本发明涉及合成金属有机框架材料的技术领域和选择性分离不同二级结构核酸的技术领域，具体涉及一种具有核酸筛分功能的孔径可调的co基mof材料的合成方法及其应用。

背景技术：

大多数核酸,包括脱氧核糖核酸(dna)和核糖核酸(rna)，他们以线性和柔性的结构存在，但它们中的一些也可以形成各种刚性的二级结构，如双螺旋、g四链体(g4)1-4、发夹结构、三螺旋和i-motif结构。rna分子的二级结构对其生物学功能和细胞调节至关重要。rna的构象动态变化是rna调控机制的基础，也是其复杂功能的起源。rna分子能够在不同的次级结构之间转换，动态变化使得难以捕捉到rna的结构信息，特别是当大量和多种rna分子共存时。特异性的抗体和特异性小分子配体已被用于特异性分离特定的一种结构的rna分子，但它们一次仅适用于有限的rna类型，而难以获得二级结构的整体信息。电泳迁移分离方法(emsa)可以对多种不同结构的核酸分子进行分离，但是其低分离效率和低的分辨率使得在实际分离过程中不能满足大量的多种类结构的分离。dms足迹方法和dna聚合酶终止分析方法被成功地应用于识别广泛的不同结构rna分子。随着研究和工业对核酸全基因组结构测量的需求不断增加，满足复杂结构多样、样本量大的样品处理要求仍然具有挑战性。这主要是由于在rna测序过程中，缺乏有效的方法根据样品的二级结构来分离样品，导致高的背景信号。

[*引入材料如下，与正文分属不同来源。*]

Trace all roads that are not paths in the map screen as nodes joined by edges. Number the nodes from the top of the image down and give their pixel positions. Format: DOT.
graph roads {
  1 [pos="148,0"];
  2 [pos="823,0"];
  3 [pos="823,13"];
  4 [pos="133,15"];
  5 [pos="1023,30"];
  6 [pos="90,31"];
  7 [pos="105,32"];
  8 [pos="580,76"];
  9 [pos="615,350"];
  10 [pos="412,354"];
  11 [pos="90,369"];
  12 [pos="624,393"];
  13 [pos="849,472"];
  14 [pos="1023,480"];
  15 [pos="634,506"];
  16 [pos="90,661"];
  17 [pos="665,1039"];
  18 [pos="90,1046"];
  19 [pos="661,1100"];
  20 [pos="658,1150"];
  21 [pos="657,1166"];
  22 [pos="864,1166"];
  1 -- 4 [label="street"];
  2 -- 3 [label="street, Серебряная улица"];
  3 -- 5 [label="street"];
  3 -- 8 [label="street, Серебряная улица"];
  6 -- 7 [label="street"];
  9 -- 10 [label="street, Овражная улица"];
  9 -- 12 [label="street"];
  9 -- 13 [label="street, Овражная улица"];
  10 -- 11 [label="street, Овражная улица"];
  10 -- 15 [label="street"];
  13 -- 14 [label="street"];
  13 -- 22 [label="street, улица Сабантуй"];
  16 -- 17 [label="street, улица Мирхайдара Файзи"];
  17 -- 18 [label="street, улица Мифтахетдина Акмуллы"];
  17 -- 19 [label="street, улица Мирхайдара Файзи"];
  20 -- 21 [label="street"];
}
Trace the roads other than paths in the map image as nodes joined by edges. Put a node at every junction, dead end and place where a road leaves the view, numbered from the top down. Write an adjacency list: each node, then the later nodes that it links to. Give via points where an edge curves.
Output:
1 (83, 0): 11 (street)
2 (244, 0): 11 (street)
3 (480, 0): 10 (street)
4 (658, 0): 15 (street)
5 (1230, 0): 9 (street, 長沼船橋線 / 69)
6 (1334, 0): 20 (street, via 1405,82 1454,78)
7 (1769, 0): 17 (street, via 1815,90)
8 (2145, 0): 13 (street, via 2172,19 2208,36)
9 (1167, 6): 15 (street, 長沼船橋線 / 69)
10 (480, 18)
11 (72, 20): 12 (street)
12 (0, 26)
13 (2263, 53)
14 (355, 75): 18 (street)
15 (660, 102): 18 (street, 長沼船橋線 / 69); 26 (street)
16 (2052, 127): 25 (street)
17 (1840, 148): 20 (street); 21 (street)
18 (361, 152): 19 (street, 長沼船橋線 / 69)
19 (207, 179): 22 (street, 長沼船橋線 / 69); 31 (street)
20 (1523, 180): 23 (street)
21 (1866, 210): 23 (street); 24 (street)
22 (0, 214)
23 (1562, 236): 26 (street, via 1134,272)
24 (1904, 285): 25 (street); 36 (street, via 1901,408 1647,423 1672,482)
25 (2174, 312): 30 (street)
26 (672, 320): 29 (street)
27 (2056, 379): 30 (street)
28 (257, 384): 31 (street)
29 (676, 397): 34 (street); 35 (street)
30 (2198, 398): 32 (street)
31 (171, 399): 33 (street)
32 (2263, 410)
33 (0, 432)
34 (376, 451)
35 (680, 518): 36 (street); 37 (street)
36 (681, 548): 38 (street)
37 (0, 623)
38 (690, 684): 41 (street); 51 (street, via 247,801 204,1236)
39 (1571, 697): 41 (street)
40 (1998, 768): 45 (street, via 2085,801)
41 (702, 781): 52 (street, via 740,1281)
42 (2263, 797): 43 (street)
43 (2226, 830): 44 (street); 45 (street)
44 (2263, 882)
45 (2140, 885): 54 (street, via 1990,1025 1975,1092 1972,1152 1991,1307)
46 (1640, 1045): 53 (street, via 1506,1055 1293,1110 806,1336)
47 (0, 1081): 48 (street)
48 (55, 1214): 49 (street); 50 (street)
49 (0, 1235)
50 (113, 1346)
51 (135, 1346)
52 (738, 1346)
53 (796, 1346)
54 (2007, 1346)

金属有机骨架(mofs)是一类具有分子定域孔隙环境的多孔晶体材料，非常适合于大分子的识别和分离。mofs已应用于小分子分离、储气、催化、成像、药物输送等领域，但其与生物大分子相互作用的研究尚处于起步阶段。mof材料具有一维纳米孔径材料，巨大的比表面积使得其对线性分子具有很好的吸附效率。

技术实现要素：

本发明的目的之一在于提供一种具有核酸筛分功能的孔径可调的co基mof材料的合成方法，制备的这一系列mof材料具有高的晶态和比表面积，孔径可精确调控。

本发明的目的之二在于提供一种具有核酸筛分功能的孔径可调的co基mof材料的合成方法及其应用，在不同二级结构的核酸分子的分离领域并且达到高效的分离效率，这种分离方法具有易操作，处理量大，多种类型结构都适用的特性。

本发明实现目的之一所采用的方案是：一种具有核酸筛分功能的孔径可调的co基mof材料的合成方法，包括以下步骤：

(1)分别合成如下式所示的链长递增的有机配体ii、iii和iv：

(2)选择金属co分别与有机配体ii、iii和iv制备同拓扑结构，得到孔径递增的mofs材料；

(3)将制备的mofs材料进行活化，得到co基mof材料：co-irmof-74-ii、co-irmof-74-iii和co-irmof-74-iv。

本发明的合成方法选择非穿插体系的mof材料结构；通过选择非穿插的mofs结构，发现co-irmof-74体系具有可拓展的潜力和良好的稳定性，这是目前没有报道的材料，已报道的mg和zn体系稳定性比co体系低。延长配体的方式为增加苯环数目。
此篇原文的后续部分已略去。